In Port Moresby on the afternoon of September 15, 1975, the eve of Papua New Guinea Independence, the Australian flag was lowered for the last time as the flag of the Territories of Papua and New Guinea ("British officials flew in to meet Kerr", October 16). Thousands of residents and many visiting dignitaries witnessed the ceremony at the Sir Hubert Murray Stadium, including Australian Prime Minister, Gough Whitlam, Prince Charles and Lord Mountbatten.

It was an emotionally charged moment. There were many tears of sadness for the past and of joy for the future amongst the huge crowd of Papua New Guineans attending.

That evening Sir John Kerr was the guest of Sir John Guise, at Government House. At midnight, PNG became Independent. Eight weeks later, Sir John Kerr dismissed Prime Minister Whitlam.

At Independence, I was appointed Secretary of the National Executive Council (NEC). After each NEC meeting, I delivered to Sir John Guise, recommendations on statutory regulations and appointments that would be brought into effect by the Governor-Generals' signature. In practice, I briefed Sir John on the background to these matters. After the first such session following the Whitlam dismissal, Sir John Guise informed me on a personal basis that he thought Sir John Kerr had made the wrong decision. He went on to tell me that, on the night of Independence Sir John Kerr discussed with him at great length the powers of the Governor-General to dismiss a Prime Minister. Was Sir John Kerr simply briefing his PNG counterpart on his powers under the new constitution? Or did this discussion indicate that Sir John Kerr, two months prior to taking action, was already intensely interested in his own powers of dismissal? While we may never know for sure, the recent disclosure (SMH, October 16) that senior UK officials met with Sir John Kerr a month before the dismissal, could be seen to reinforce the latter view.

Mark Lynch Merewether

US provokes North Korea

Peter Hartcher's article might have canvassed the possibility of an end to decades-long US war games up and down the Korean peninsula, as advocated by Richard Broinowski this week ("No good options for strike on N Korea", October 17). He is a balanced observer of the world scene. The US has provoked North Korea long-term and should pull its horns in. And how could North Korea refuse such an offer?

Barrie Smillie Duffy ACT

Making a quid

Children collecting bottles for refunds (Letters, October 17) reminded me of the time in the early forties when I used to walk from Neutral Bay to the zoo. I used to enter by climbing into the bison's cage and then collect empty bottles for refund. I cannot remember the amount I received per bottle but my take was sufficient to give me pocket money for a week.

Graeme Berman Manly

Little sympathy for $1m-plus Lisa

Can't help but feel sorry for poor Lisa getting only $1.2 million a year ("Lisa calls time on mornings with Karl", October 17). I have had a solid 40-year career as an administrative assistant-receptionist and I now find myself unemployed for six months as a result of being made redundant. I am having to live off $200 something per week with living expenses of more than that per week. Now having to dig into my super to make ends meet. Do I really feel sorry for Lisa? Not likely.

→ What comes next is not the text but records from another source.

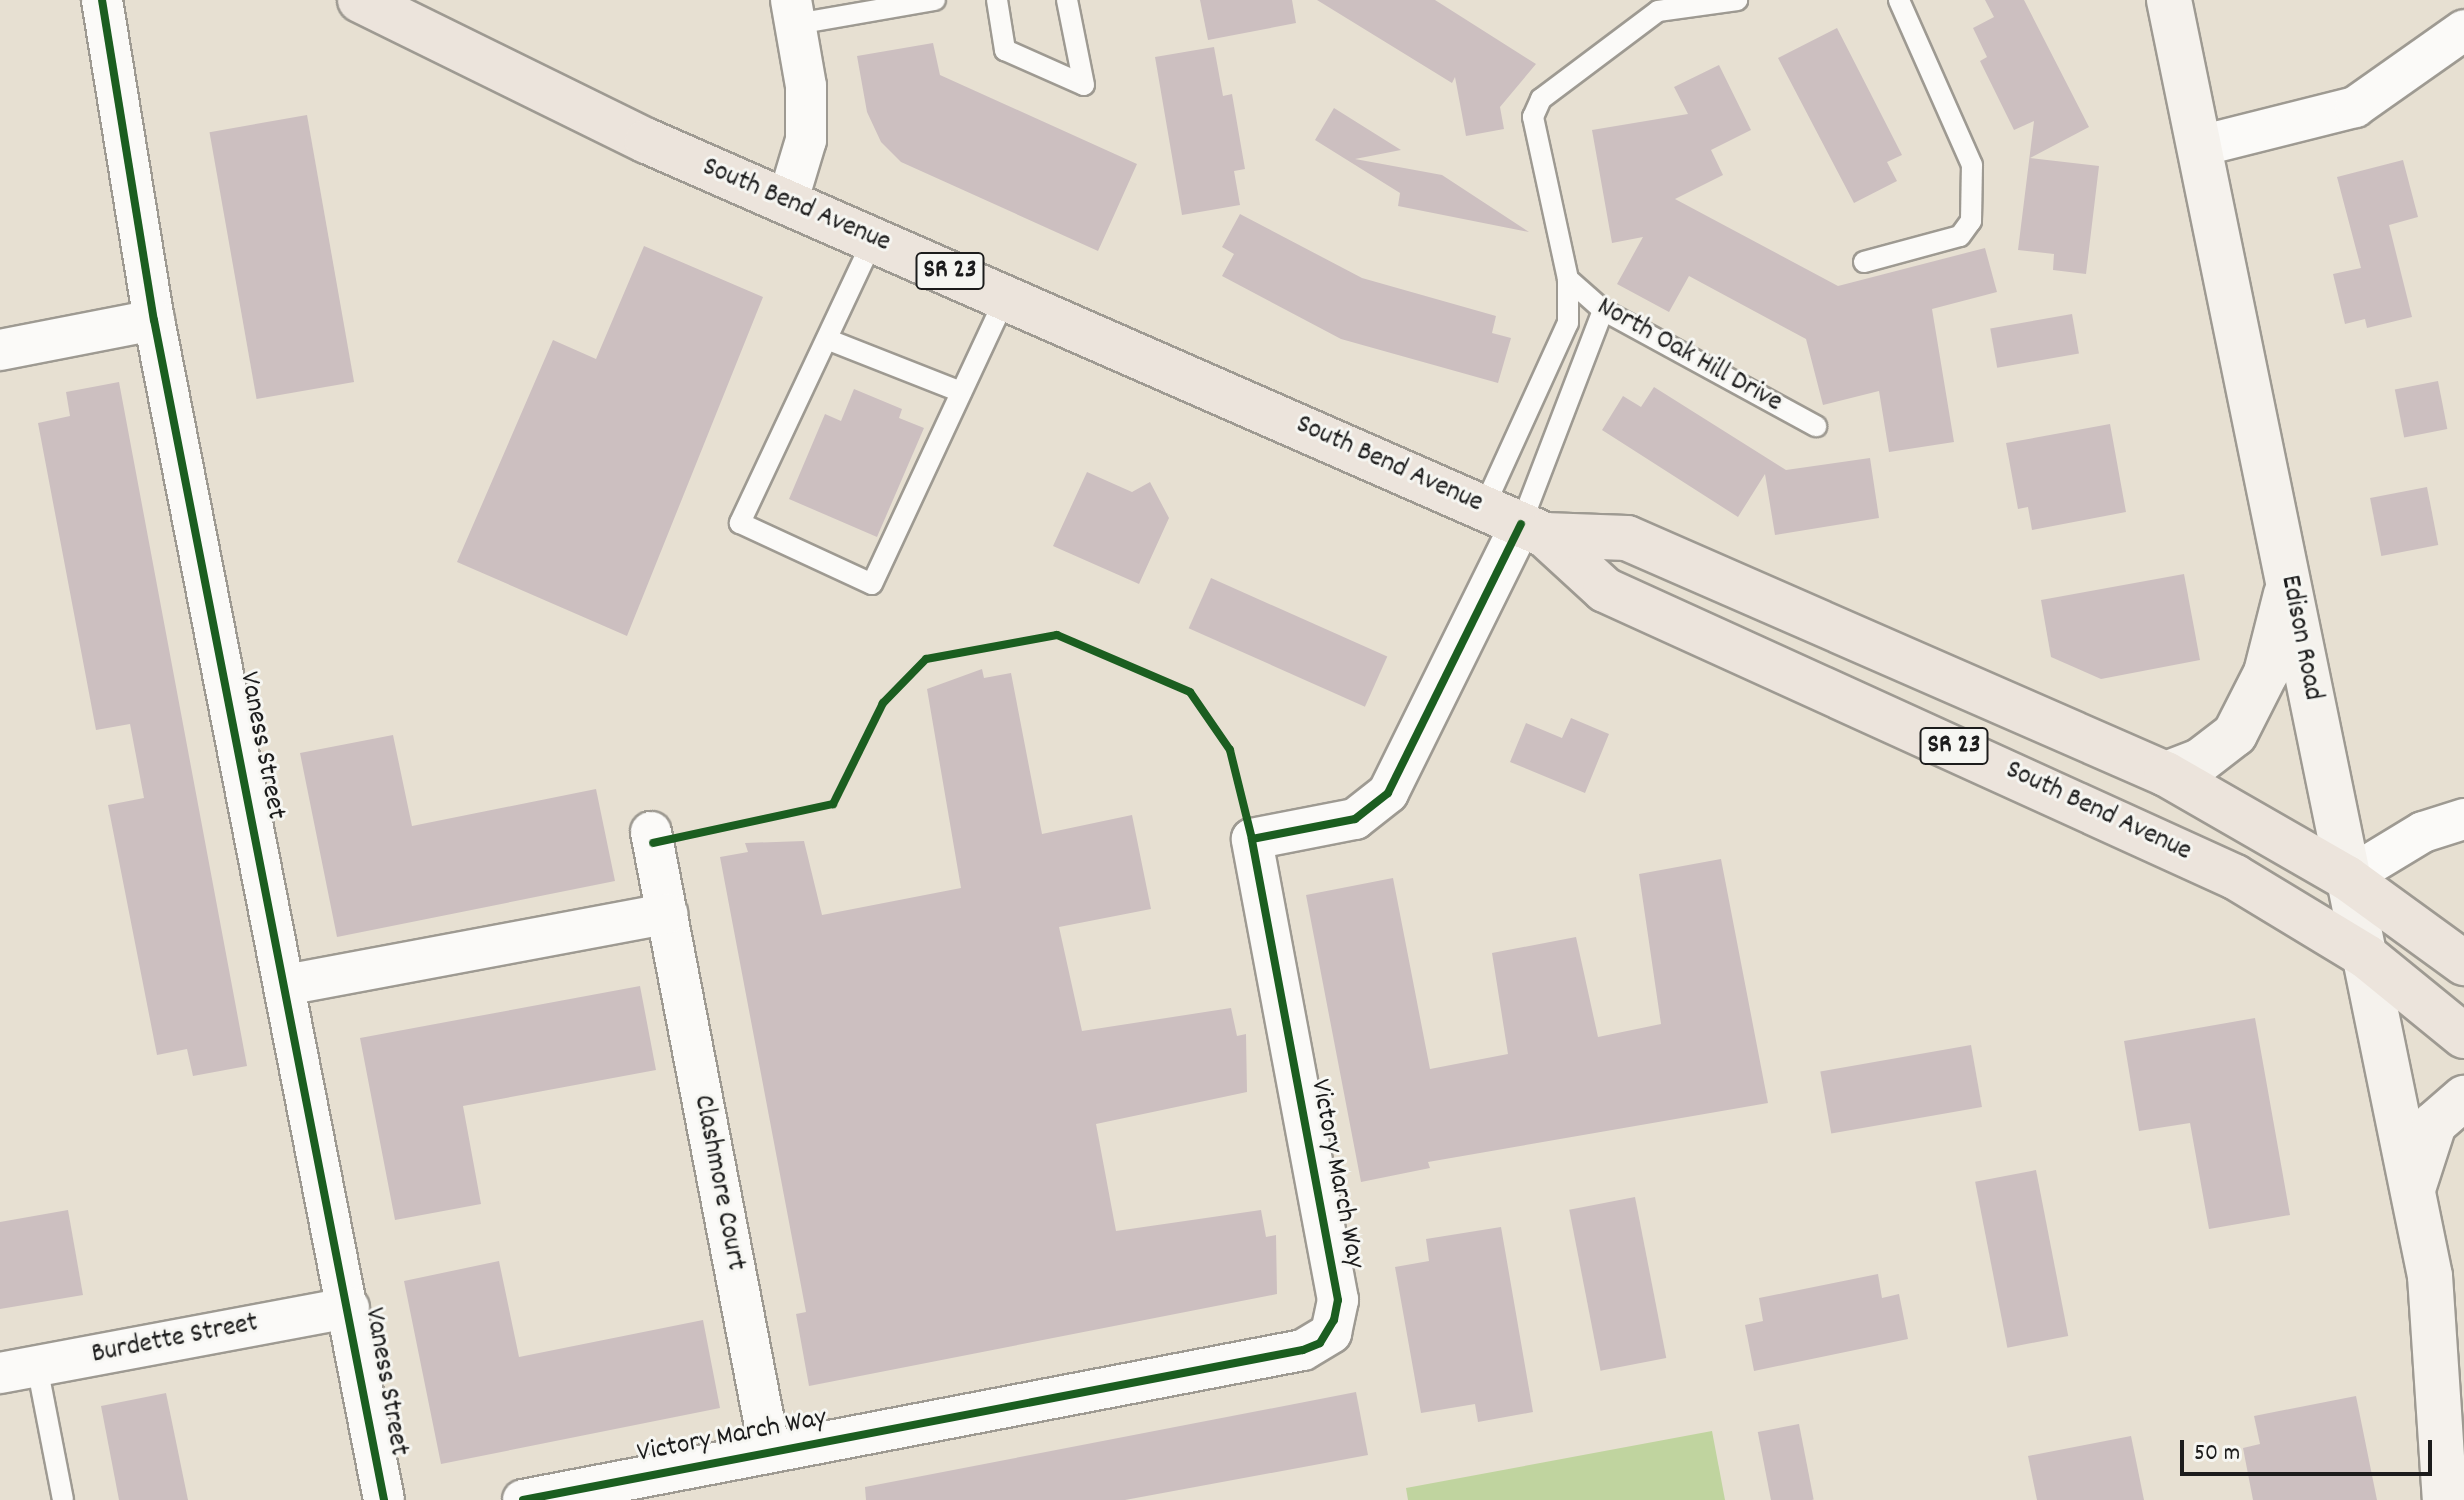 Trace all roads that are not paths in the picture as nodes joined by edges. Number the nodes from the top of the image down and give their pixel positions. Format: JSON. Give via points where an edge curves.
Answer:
{"nodes":[{"id":1,"x":102,"y":0,"type":"edge"},
{"id":2,"x":360,"y":0,"type":"edge"},
{"id":3,"x":935,"y":0,"type":"edge"},
{"id":4,"x":997,"y":0,"type":"edge"},
{"id":5,"x":1067,"y":0,"type":"edge"},
{"id":6,"x":1737,"y":0,"type":"edge"},
{"id":7,"x":1899,"y":0,"type":"edge"},
{"id":8,"x":2169,"y":0,"type":"edge"},
{"id":9,"x":794,"y":12,"type":"edge"},
{"id":10,"x":2464,"y":30,"type":"edge"},
{"id":11,"x":2200,"y":146,"type":"junction"},
{"id":12,"x":787,"y":203,"type":"junction"},
{"id":13,"x":873,"y":240,"type":"junction"},
{"id":14,"x":1864,"y":262,"type":"dead end"},
{"id":15,"x":1568,"y":279,"type":"junction"},
{"id":16,"x":1007,"y":294,"type":"junction"},
{"id":17,"x":1603,"y":310,"type":"junction"},
{"id":18,"x":154,"y":320,"type":"junction"},
{"id":19,"x":829,"y":340,"type":"junction"},
{"id":20,"x":0,"y":350,"type":"edge"},
{"id":21,"x":961,"y":392,"type":"junction"},
{"id":22,"x":1816,"y":426,"type":"dead end"},
{"id":23,"x":1517,"y":522,"type":"junction"},
{"id":24,"x":2289,"y":584,"type":"junction"},
{"id":25,"x":2166,"y":774,"type":"junction"},
{"id":26,"x":2464,"y":819,"type":"edge"},
{"id":27,"x":651,"y":832,"type":"dead end"},
{"id":28,"x":2347,"y":878,"type":"junction"},
{"id":29,"x":667,"y":914,"type":"junction"},
{"id":30,"x":2367,"y":957,"type":"junction"},
{"id":31,"x":2464,"y":963,"type":"edge"},
{"id":32,"x":286,"y":985,"type":"junction"},
{"id":33,"x":2464,"y":1036,"type":"edge"},
{"id":34,"x":2464,"y":1098,"type":"edge"},
{"id":35,"x":2413,"y":1188,"type":"junction"},
{"id":36,"x":2430,"y":1276,"type":"junction"},
{"id":37,"x":349,"y":1308,"type":"junction"},
{"id":38,"x":2464,"y":1369,"type":"edge"},
{"id":39,"x":19,"y":1370,"type":"edge"},
{"id":40,"x":770,"y":1452,"type":"junction"},
{"id":41,"x":63,"y":1500,"type":"edge"},
{"id":42,"x":384,"y":1500,"type":"edge"},
{"id":43,"x":523,"y":1500,"type":"edge"},
{"id":44,"x":2445,"y":1500,"type":"edge"}],
"edges":[{"from":1,"to":18,"type":"street","name":"Vaness Street"},
{"from":2,"to":12,"type":"main road","name":"South Bend Avenue","number":"SR 23","via":[[448,49]]},
{"from":3,"to":9,"type":"lane"},
{"from":4,"to":5,"type":"lane","via":[[1005,50],[1084,85]]},
{"from":6,"to":15,"type":"lane","via":[[1658,11],[1541,99],[1533,117]]},
{"from":7,"to":14,"type":"lane","via":[[1972,165],[1971,221],[1960,236]]},
{"from":8,"to":11,"type":"main road","name":"Edison Road"},
{"from":9,"to":12,"type":"street","via":[[806,140]]},
{"from":10,"to":11,"type":"street","via":[[2355,107]]},
{"from":11,"to":24,"type":"main road","name":"Edison Road"},
{"from":12,"to":13,"type":"main road","name":"South Bend Avenue","number":"SR 23"},
{"from":13,"to":16,"type":"main road","name":"South Bend Avenue","number":"SR 23"},
{"from":13,"to":19,"type":"lane"},
{"from":15,"to":17,"type":"lane","name":"North Oak Hill Drive"},
{"from":15,"to":23,"type":"lane","via":[[1568,323]]},
{"from":16,"to":21,"type":"lane"},
{"from":16,"to":23,"type":"main road","name":"South Bend Avenue","number":"SR 23"},
{"from":17,"to":22,"type":"lane","name":"North Oak Hill Drive"},
{"from":17,"to":23,"type":"lane"},
{"from":18,"to":20,"type":"street"},
{"from":18,"to":32,"type":"street","name":"Vaness Street"},
{"from":19,"to":21,"type":"lane"},
{"from":19,"to":21,"type":"lane","via":[[740,523],[872,584]]},
{"from":23,"to":25,"type":"main road","name":"South Bend Avenue","number":"SR 23","via":[[1627,538]]},
{"from":23,"to":30,"type":"main road","name":"South Bend Avenue","number":"SR 23","via":[[1605,590],[2210,864]]},
{"from":23,"to":40,"type":"street","name":"Victory March Way","via":[[1388,793],[1355,819],[1252,839],[1338,1300],[1331,1333],[1303,1350]]},
{"from":24,"to":25,"type":"main road","via":[[2266,673],[2235,734],[2200,761]]},
{"from":24,"to":28,"type":"main road","name":"Edison Road"},
{"from":25,"to":28,"type":"main road","name":"South Bend Avenue","number":"SR 23"},
{"from":26,"to":28,"type":"street","via":[[2423,832]]},
{"from":27,"to":29,"type":"street","name":"Clashmore Court"},
{"from":28,"to":30,"type":"main road","name":"Edison Road"},
{"from":28,"to":31,"type":"main road","name":"South Bend Avenue","number":"SR 23"},
{"from":29,"to":32,"type":"street"},
{"from":29,"to":40,"type":"street","name":"Clashmore Court"},
{"from":30,"to":33,"type":"main road","name":"South Bend Avenue","number":"SR 23"},
{"from":30,"to":35,"type":"main road","name":"Edison Road"},
{"from":32,"to":37,"type":"street","name":"Vaness Street"},
{"from":34,"to":35,"type":"main road","via":[[2434,1124]]},
{"from":35,"to":36,"type":"main road","name":"Edison Road"},
{"from":36,"to":38,"type":"main road","name":"Edison Road"},
{"from":36,"to":44,"type":"main road","name":"Edison Road"},
{"from":37,"to":39,"type":"street","name":"Burdette Street"},
{"from":37,"to":42,"type":"street","name":"Vaness Street"},
{"from":39,"to":41,"type":"lane"},
{"from":40,"to":43,"type":"street","name":"Victory March Way"}]}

Wendy Hearn Scarborough Qld.

Congratulations to Lisa Wilkinson on her new job at Channel Ten. Unfortunately very few women are in a position to vote with their feet when denied equal pay. Most have to grin and bear it to keep the job they have rather than join the Centrelink queue.

Stephanie Edwards Roseville

Hopefully Pauline Hanson will demand to know how much Channel Ten will be paying Lisa Wilkinson.

Ross Langford-Brown Randwick

Making waves

If Tony Abbott can't accept the science of climate change, where on earth does he stand on gravitational waves? ("Revelation of cosmic secrets triggers a frenzy of science", October 17).

Rod Hughes Epping

Enough of Mehajer

Surely we can drop covering the cringeworthy, embarrassing activities of Salim what's-his-name ("Crash stops Mehajer from reaching court", October 17). Is that all we have to talk about? Meanwhile in Sudan...

Craig Moore Bondi

Weinstein's day job

With more and more revelations about Harvey Weinstein's busy sex life, how did he ever find time to do his day job making films? ("Four more rape allegations", October 17).